お互い、肩を上下に揺らしながら思いのままに言葉をぶつけ合う。近所迷惑も甚だしい。思わず透子の白くて細い腕を強く握ってしまっていたため、慌てて緩める。
透子は、怪訝な顔で俺を見つめた。
「ねえ、今のってもしかして、告白なの?」
ロマンもクソも、なさすぎる。喧嘩の延長線上の告白に、俺は唇を噛み締める。こんなつもりじゃなかったのに。もっと、透子の記憶に一生残るような、こいつに喜んでもらえるような、そんな告白を夢見ていたのに。
素直になれない俺が、そんなロマンチックに愛を伝えられるわけなど、ないのだ。
透子は未だに信じられないのか、眉間のシワを緩めない。無理もない。こんな「お前とはもう絶交だ!!」みたいなトーンで、惚れていると告げられたのだから。
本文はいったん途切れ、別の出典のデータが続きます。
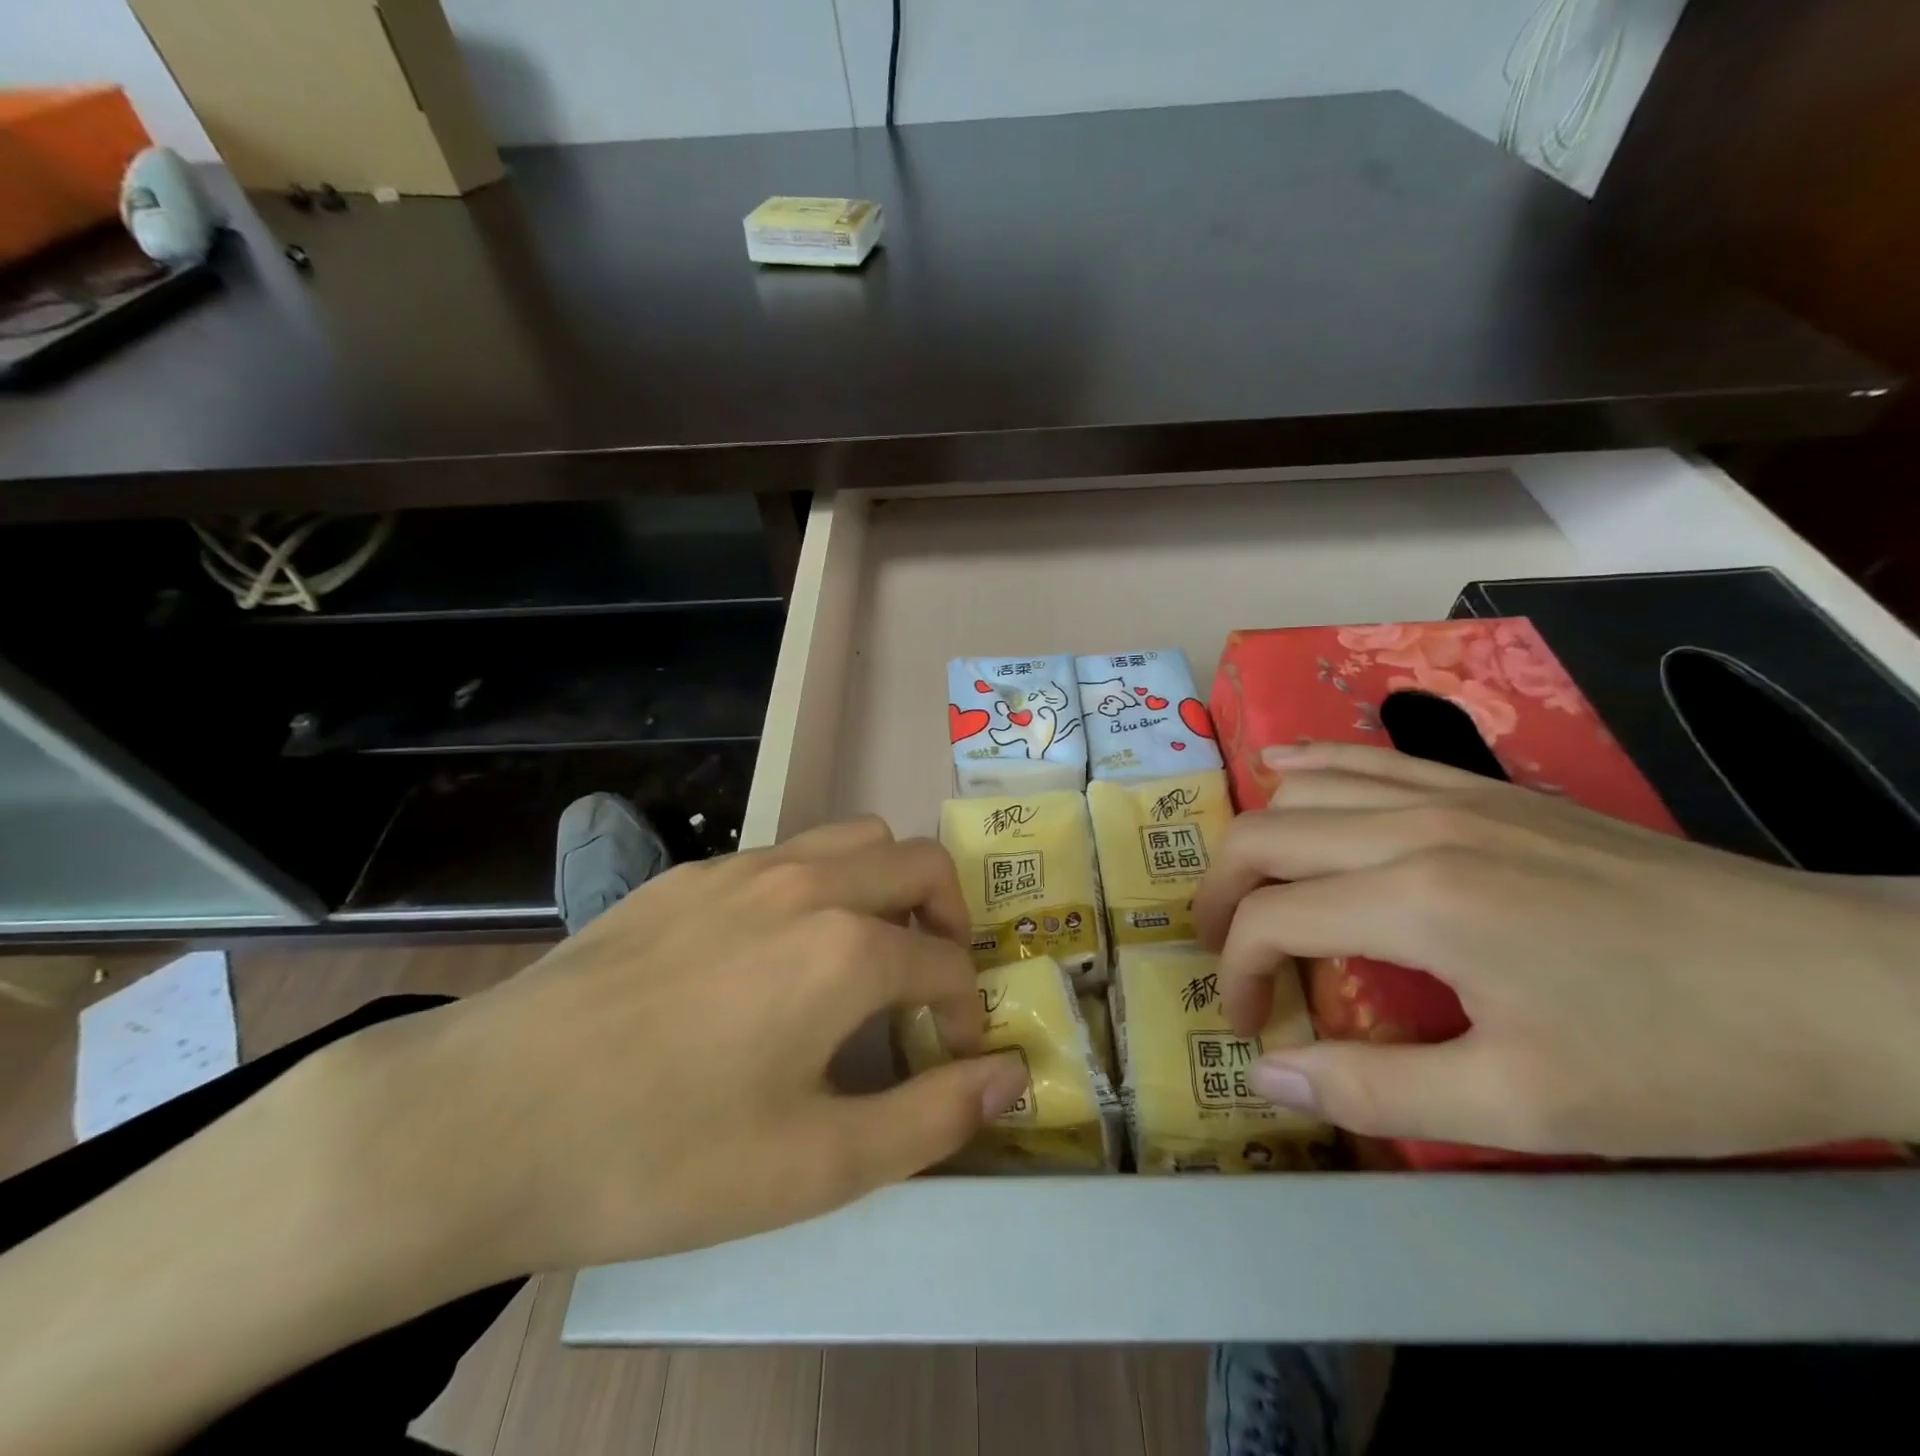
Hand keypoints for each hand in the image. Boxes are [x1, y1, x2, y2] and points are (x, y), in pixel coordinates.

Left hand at [330, 817, 1027, 1277]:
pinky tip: (770, 954)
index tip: (953, 1055)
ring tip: (864, 952)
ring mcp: (741, 868)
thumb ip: (932, 1115)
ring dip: (884, 885)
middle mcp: (806, 883)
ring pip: (852, 838)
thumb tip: (1012, 1073)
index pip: (948, 960)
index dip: (967, 1010)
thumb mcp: (816, 1166)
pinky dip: (816, 886)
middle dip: (949, 915)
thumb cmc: (663, 1156)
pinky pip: (784, 855)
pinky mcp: (686, 874)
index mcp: (847, 948)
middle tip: (931, 979)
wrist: (482, 1119)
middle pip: (919, 860)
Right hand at [1191, 743, 1919, 1157]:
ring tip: (1249, 888)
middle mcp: (1412, 827)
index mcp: (1415, 901)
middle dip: (1218, 896)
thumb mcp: (1522, 1108)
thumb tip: (1267, 1073)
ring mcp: (1450, 794)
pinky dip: (1307, 764)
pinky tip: (1281, 769)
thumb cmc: (1679, 1057)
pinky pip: (1367, 755)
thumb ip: (1374, 1088)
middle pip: (1262, 837)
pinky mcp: (1484, 786)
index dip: (1237, 974)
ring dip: (1255, 837)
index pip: (1270, 919)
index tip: (1249, 1025)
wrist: (1842, 984)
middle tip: (1222, 952)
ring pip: (1302, 788)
だけど俺は人生で初めて、自分の思いを告げたんだ。お前以外いない。今までも、これからも、透子以外に伝えない。
だから伝え方が多少下手くそでも、目を瞑ってくれたっていいだろ。
「……今の、忘れて」
「え、忘れるの!?」
「忘れるんだよ。返事もしなくていい」
「な、なぜ」
「帰る!!」
「なぜ!?」
その時、透子の家のドアが開いて、透子のお母さんが「なんの騒ぎ?」と顔を覗かせた。
俺は小さく頭を下げて、自分の家に帰るために踵を返す。「オウくんっ」と透子のちょっと怒った声が辺りに響いた。
「……ちゃんと、やり直す。だからその時まで、返事、考えといて」
そう言った俺の声は震えていて、なんて情けないんだと、泣きたくなった。